Cara pendaftaran di luar jaringan yang merepotkan juga ditemukan sebagai kendala proses pendaftaran calon penerima bansos. Akibat lainnya, banyak masyarakat meminta bantuan pihak ketiga untuk mendaftar. Pengalihan kuasa ini tidak sedikit membuat kesalahan administrasi sehingga pendaftaran gagal.
Sementara itu, pendaftaran secara daring, seperti yang disediakan pemerintah Jakarta, masih dianggap menyulitkan karena masalah platform, keterlambatan informasi, dan sebagainya.
Namun, layanan pendaftaran daring juga terus dikembangkan. Dinas Sosial Kota Bogor, misalnya, tahun ini menggunakan aplikasi Sosial Integrasi Data (Solid) untuk membantu layanan bansos kepada warga. Aplikasi yang dibangun dengan anggaran Covid-19 itu masih perlu dikembangkan dan disosialisasikan.
Pada kesempatan sama, anggota Komisi IV Dewan Perwakilan Rakyat Daerah (DPRD) Kota Bogor, Endah Purwanti, juga meminta pemerintah pusat mengubah indikator kemiskinan agar warga yang sebenarnya membutuhkan bantuan bisa terjaring.

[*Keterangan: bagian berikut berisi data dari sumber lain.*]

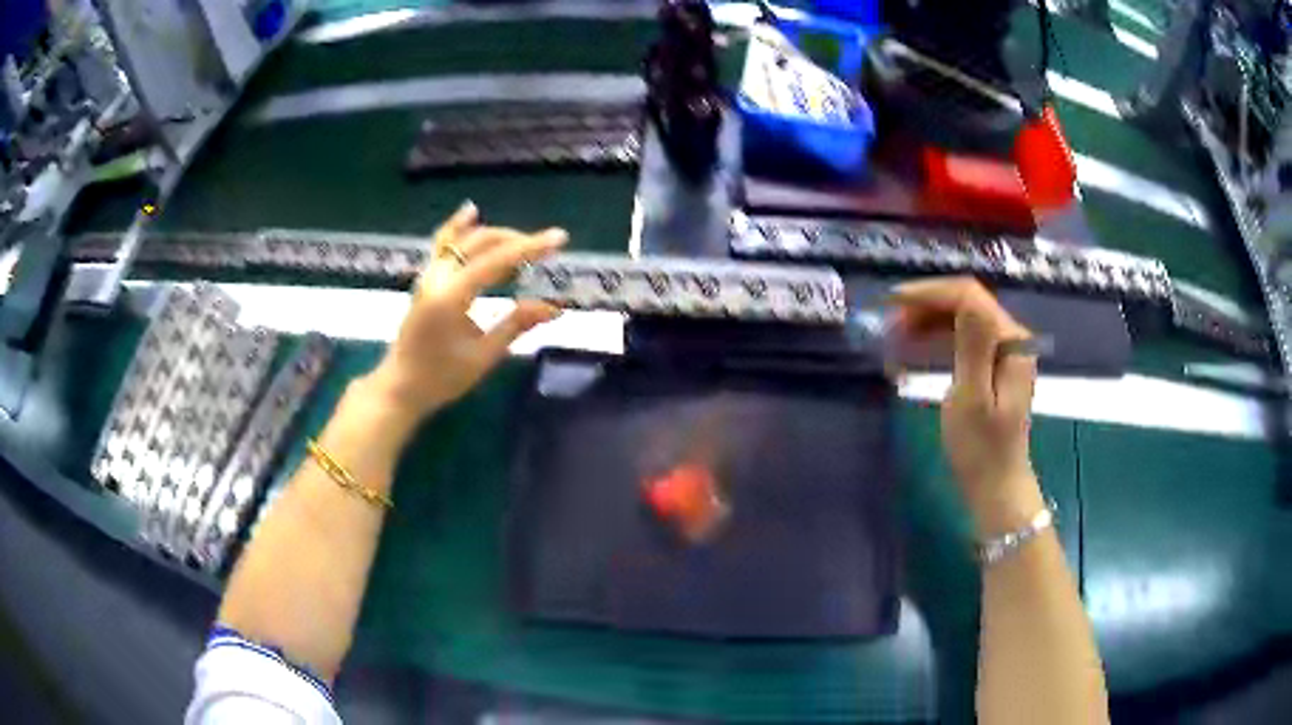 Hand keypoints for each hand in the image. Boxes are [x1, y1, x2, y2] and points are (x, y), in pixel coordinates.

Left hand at [360, 202, 566, 424]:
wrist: (400, 388)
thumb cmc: (441, 378)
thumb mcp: (483, 357)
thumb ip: (516, 325)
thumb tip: (554, 307)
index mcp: (451, 296)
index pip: (497, 260)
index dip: (530, 247)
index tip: (559, 239)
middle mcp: (437, 277)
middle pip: (480, 242)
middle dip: (515, 240)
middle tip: (545, 250)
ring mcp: (428, 276)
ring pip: (462, 239)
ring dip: (494, 236)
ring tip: (522, 241)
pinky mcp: (426, 281)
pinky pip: (443, 245)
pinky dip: (460, 229)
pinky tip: (472, 213)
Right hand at [889, 277, 1044, 534]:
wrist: (995, 488)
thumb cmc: (981, 449)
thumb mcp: (972, 397)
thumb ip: (972, 344)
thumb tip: (965, 297)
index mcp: (1010, 340)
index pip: (969, 296)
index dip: (930, 293)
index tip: (892, 303)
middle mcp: (1010, 338)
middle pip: (965, 304)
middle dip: (925, 308)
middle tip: (888, 325)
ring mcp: (1002, 352)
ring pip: (960, 321)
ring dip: (926, 323)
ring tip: (894, 338)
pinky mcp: (992, 368)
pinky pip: (961, 341)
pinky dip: (935, 341)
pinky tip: (912, 351) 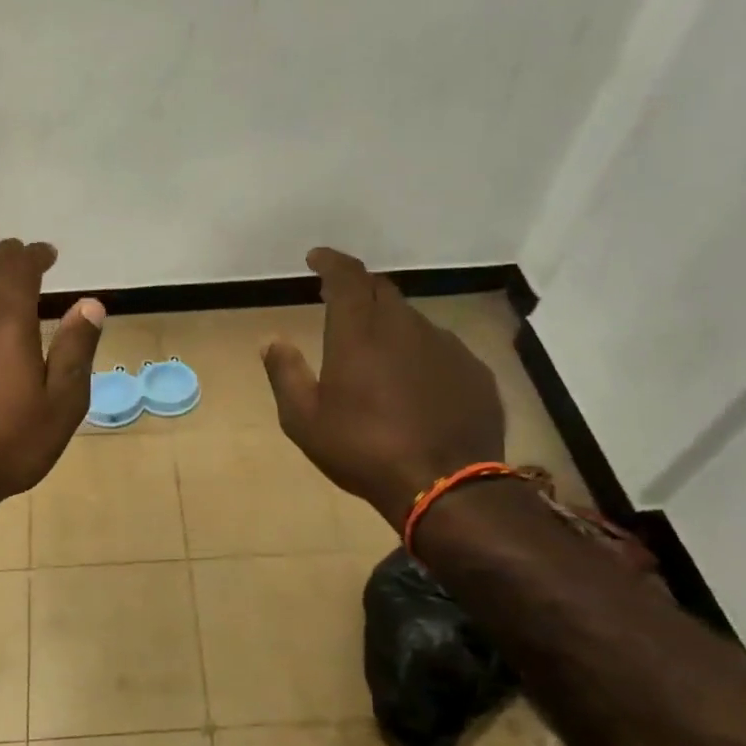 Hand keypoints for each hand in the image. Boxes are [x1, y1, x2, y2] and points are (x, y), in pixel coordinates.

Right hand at [261, 248, 504, 532]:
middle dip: (359, 290)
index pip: (347, 276)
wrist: (445, 487)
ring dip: (390, 325)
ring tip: (378, 355)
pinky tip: (415, 385)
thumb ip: (285, 374)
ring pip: (412, 320)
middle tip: (341, 304)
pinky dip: (420, 354)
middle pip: (382, 291)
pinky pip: (440, 349)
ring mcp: (446, 346)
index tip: (316, 258)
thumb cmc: (363, 450)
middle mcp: (405, 326)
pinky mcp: (474, 370)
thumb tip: (271, 340)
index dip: (331, 261)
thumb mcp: (304, 420)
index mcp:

”Saya kira indikator kemiskinan juga perlu ada pemutakhiran. Indikator Kemensos tidak bisa lagi diikuti di Kota Bogor. Ada warga miskin yang rumahnya sudah bata dan bukan lantai tanah, Kota Bogor, misalnya, sudah enggak bisa pakai skala kemiskinan nasional,” ujarnya.
Dari hasil penelitian dan seminar itu, Teguh mengatakan, Ombudsman akan menyampaikan hasilnya sebagai rekomendasi kepada pemangku kebijakan di pusat. ”Kami akan sampaikan hasil diskusi ini ke pihak-pihak terkait,” janjinya.